Edit: I think it's worth explaining why a missing static file would throw the error in case it's helpful for anyone reaching this thread. In app router, layouts still render for 404 pages. If a request is made for a missing static file, nextjs will try to render the layout for the 404 page. The middleware, however, will not run as our default matcher does not match static files, so auth() will log the error Clerk: auth() was called but Clerk can't detect usage of clerkMiddleware() error
Yes i am using latest version. There is no 404 at my logs
GET /calendar 200 in 112ms
GET /calendar 200 in 61ms
Oh okay then, even if i see it i will ignore next time 😄 . I thought that it was causing from some configuration mismatch or auth settings. Thanks. @nikosdouvlis
The only thing that worked for me was to create a different component and make it a client component and then import it to the layout or anywhere in your route files.
// header.tsx
"use client";
// the :point_up: use client was necessary to make this module work
import { SignInButton, SignedIn, SignedOut, UserButton } from "@clerk/nextjs";
export const Header = () => {
return (
<nav className="navbar">
<div className="navbar-container">
<div className="grid w-full flex-grow items-center bg-zinc-100 p-2 sm:justify-end">
<SignedOut>
<SignInButton />
</SignedOut>
<SignedIn>
<UserButton />
</SignedIn>
</div>
</div>
</nav>
);
};
// layout.tsx
import type { Metadata } from "next";
import { Inter as FontSans } from "next/font/google";
import "./globals.css";
import { cn } from "@/lib/utils";
import { ClerkProvider } from "@clerk/nextjs";
import { Header } from "@/components/Header";
const fontSans = FontSans({
subsets: ["latin"],
variable: "--font-sans",
});
const inter = FontSans({ subsets: ["latin"] });
export const metadata: Metadata = {
title: "Pledge",
description: "An online platform for having online contract signings.",
};
export default function RootLayout({
children,
}: Readonly<{
children: React.ReactNode;
}>) {
return (
<ClerkProvider>
<html lang="en">
<body
className={cn(
"min-h-screen bg-background font-sans antialiased",
fontSans.variable
)}
>
<header>
<Header />
</header>
<main>{children}</main>
</body>
</html>
</ClerkProvider>
);
}
@pappitti Can you open a separate issue with a reproduction? Thanks!

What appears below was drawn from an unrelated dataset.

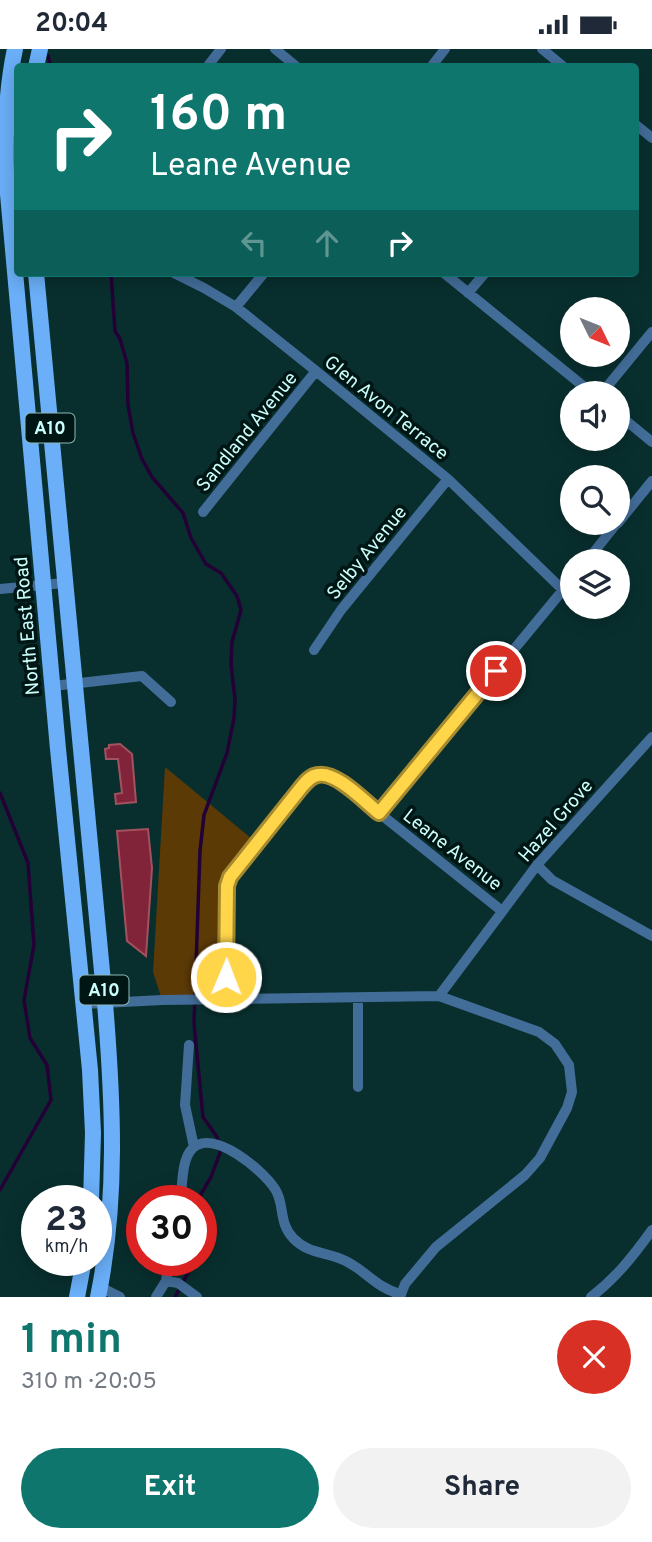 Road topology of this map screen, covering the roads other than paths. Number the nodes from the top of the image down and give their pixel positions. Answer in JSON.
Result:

nevermind I got to the conclusion that it was a case of "not understanding how it is expected to work".
Long story short : auth() works on both client and server components. For APi routes, it only works if the api routes is called from a client component. it seems to be how it is expected to be. If anyone struggles with this, here is the solution: move your api logic to other folders/files, i.e what Nextjs call server actions. You can call server actions from both types of components (and from your api if you still need it).
Still facing the same issue , below are versions of the package I used.

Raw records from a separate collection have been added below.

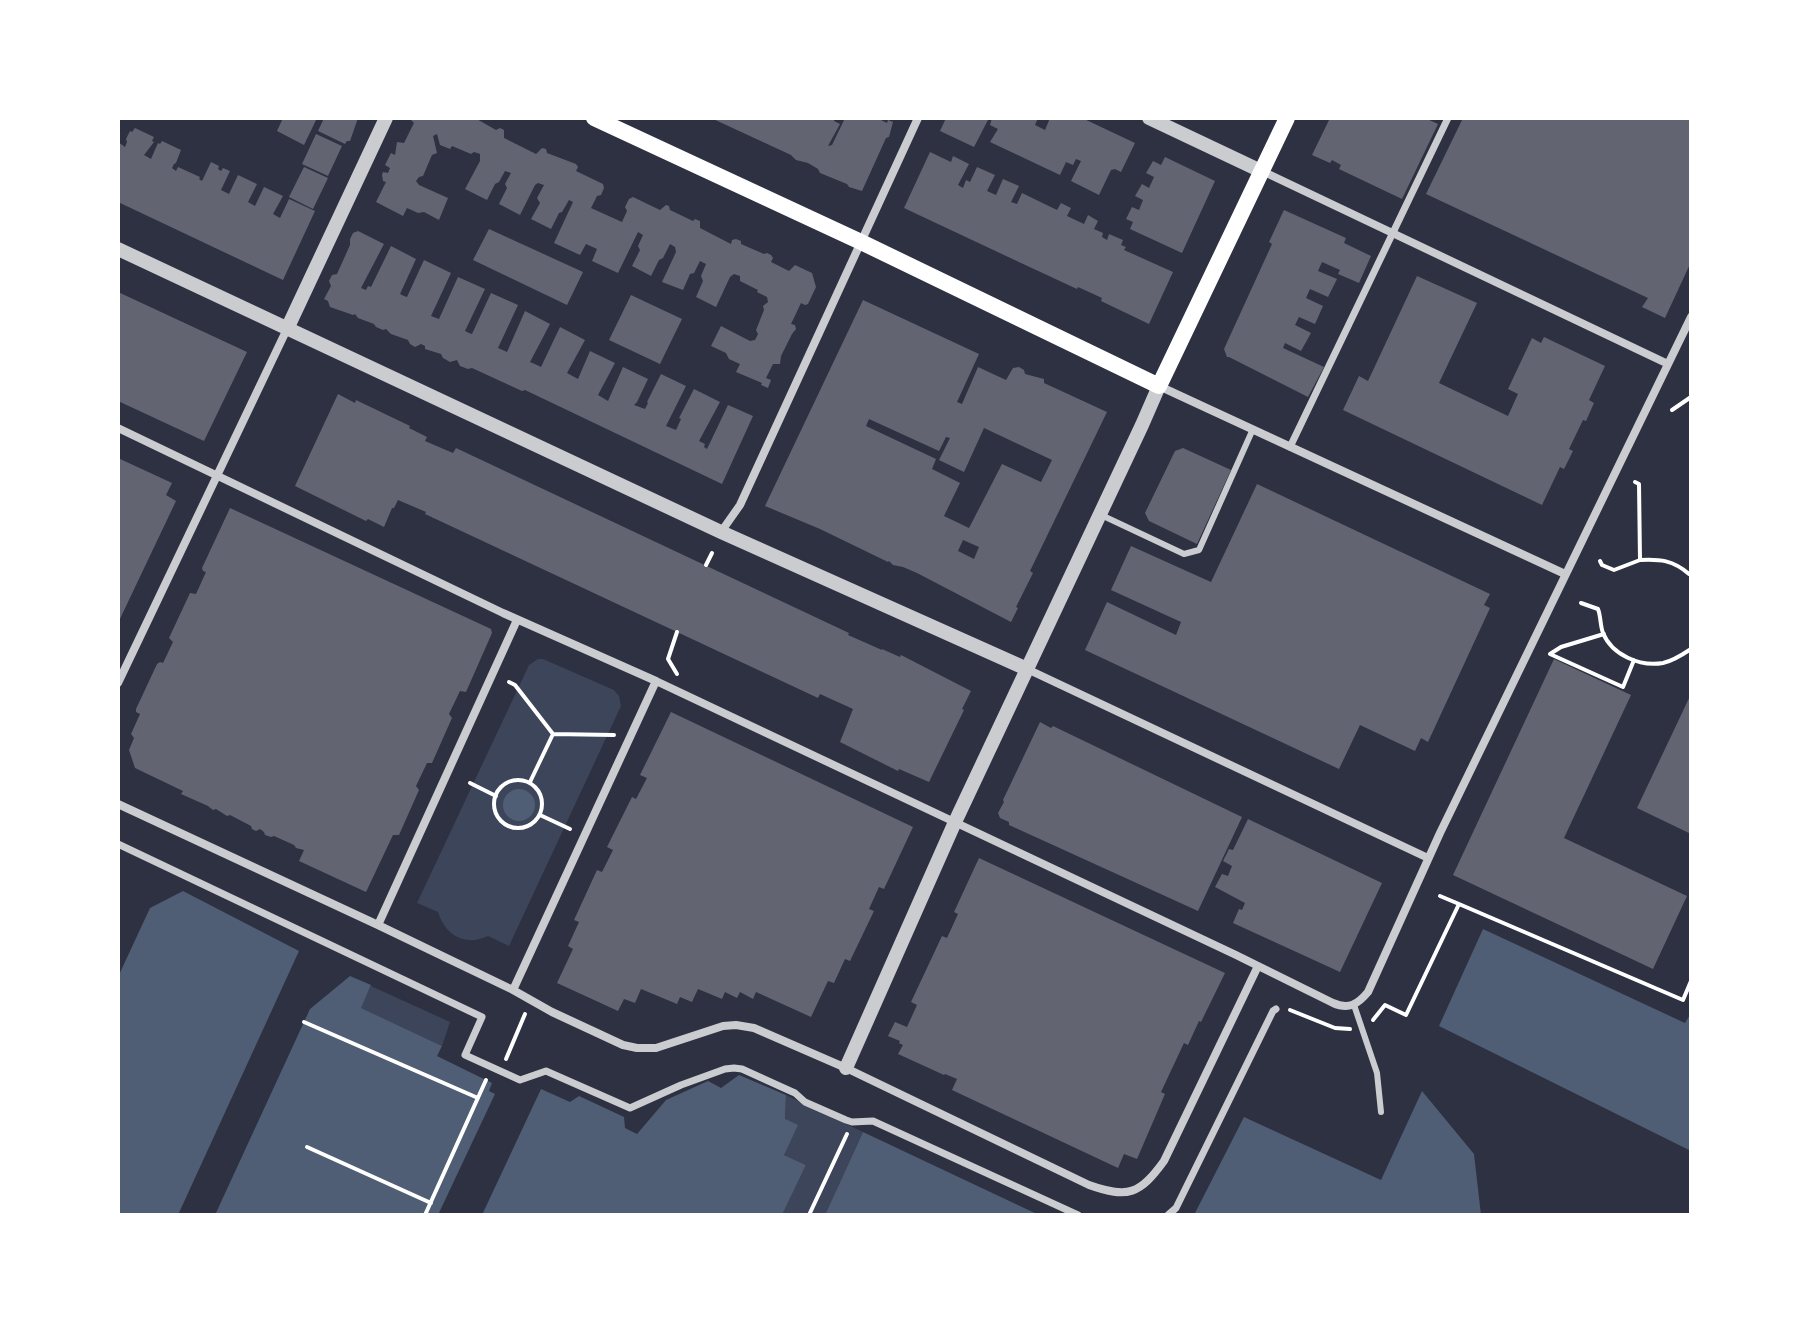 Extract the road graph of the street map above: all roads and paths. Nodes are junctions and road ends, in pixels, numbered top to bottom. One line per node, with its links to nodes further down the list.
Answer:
1 (386, 118): 12 (street)
2 (594, 118): 9 (main road)
3 (918, 118): 9 (street)
4 (1149, 118): 7 (street)
5 (1287, 118): 7 (main road)
6 (1448, 118): 8 (street)
7 (1261, 171): 8 (street); 14 (main road)
8 (1393, 234): 13 (street); 19 (street)
9 (861, 242): 14 (main road); 23 (street)
10 (118, 249): 12 (street)
11 (1691, 317): 13 (street)
12 (287, 329): 20 (street); 23 (street)
13 (1668, 364): 28 (street)
14 (1159, 386): 18 (street); 22 (street)
15 (1691, 397): 16 (path)
16 (1672, 410)
17 (118, 428): 20 (street)
18 (1253, 429): 19 (street); 22 (lane)
19 (1290, 447): 28 (street)
20 (218, 475): 31 (street); 39 (street)
21 (1635, 482): 25 (path)
22 (1099, 514): 36 (street)
23 (721, 532): 36 (street)
24 (712, 553): 27 (path)
25 (1640, 560): 26 (path); 29 (path)
26 (1600, 561)
27 (706, 565)
28 (1565, 574): 51 (street)
29 (1690, 574)
30 (1581, 603): 33 (path)
31 (517, 620): 37 (street); 54 (street)
32 (677, 632): 40 (path)
33 (1604, 634): 35 (path); 35 (path)
34 (1691, 649): 35 (path)
35 (1634, 660)
36 (1027, 669): 48 (street); 51 (street)
37 (656, 681): 48 (street); 57 (street)
38 (509, 682): 42 (path)
39 (118, 683)
40 (681, 683)
41 (611, 733): 42 (path)
42 (553, 734): 44 (path)
43 (470, 783): 45 (path)
44 (530, 783): 45 (path); 47 (path)
45 (496, 796): 47 (path)
46 (118, 804): 54 (street)
47 (540, 815): 49 (path)
48 (955, 822): 55 (street); 63 (street)
49 (567, 827)
50 (118, 844): 64 (street)
51 (1428, 858): 58 (street)
52 (1440, 896): 53 (path)
53 (1459, 904): 56 (path); 62 (path)
54 (378, 925): 57 (street)
55 (1258, 966): 58 (street); 63 (street)
56 (1691, 981)
57 (513, 990): 63 (street)
58 (1358, 1003): 62 (lane)
59 (1276, 1009): 62 (path); 74 (street)
60 (525, 1014): 64 (path)
61 (304, 1022): 66 (path)
62 (1360, 1026): 67 (lane)
63 (846, 1068)
64 (501, 1071): 68 (street)
65 (486, 1080): 66 (path)
66 (478, 1098): 70 (path)
67 (1381, 1112)
68 (852, 1122): 72 (path); 73 (street)
69 (307, 1147): 70 (path)
70 (431, 1203): 71 (path)
71 (425, 1215)
72 (809, 1215)
73 (1078, 1215)
74 (1168, 1215)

"dependencies": { "@clerk/nextjs": "^5.3.2", "next": "^14.2.4", "react": "^18.3.1", "react-dom": "^18.3.1", },
middleware.ts
`
import { clerkMiddleware, createRouteMatcher } from "@clerk/nextjs/server";
const isProtectedRoute = createRouteMatcher(["/dashboard(.*)"]);
export default clerkMiddleware((auth, request) => {
if (isProtectedRoute(request)) auth().protect();
});
export const config = {
matcher: [
// Skip all static files, unless found in search params
"/((?!_next|[^?]\.(?:html?|css|js(?!on)|jpe?g|webp|png|gif|svg|ttf|woff2?|ico|csv|docx?|xlsx?|zip|webmanifest)).)",
// Always run for api routes
"/(api|trpc)(.*)",
],
};
`
@yc-codehack I think it might be better to open up a support request with us for issues like this!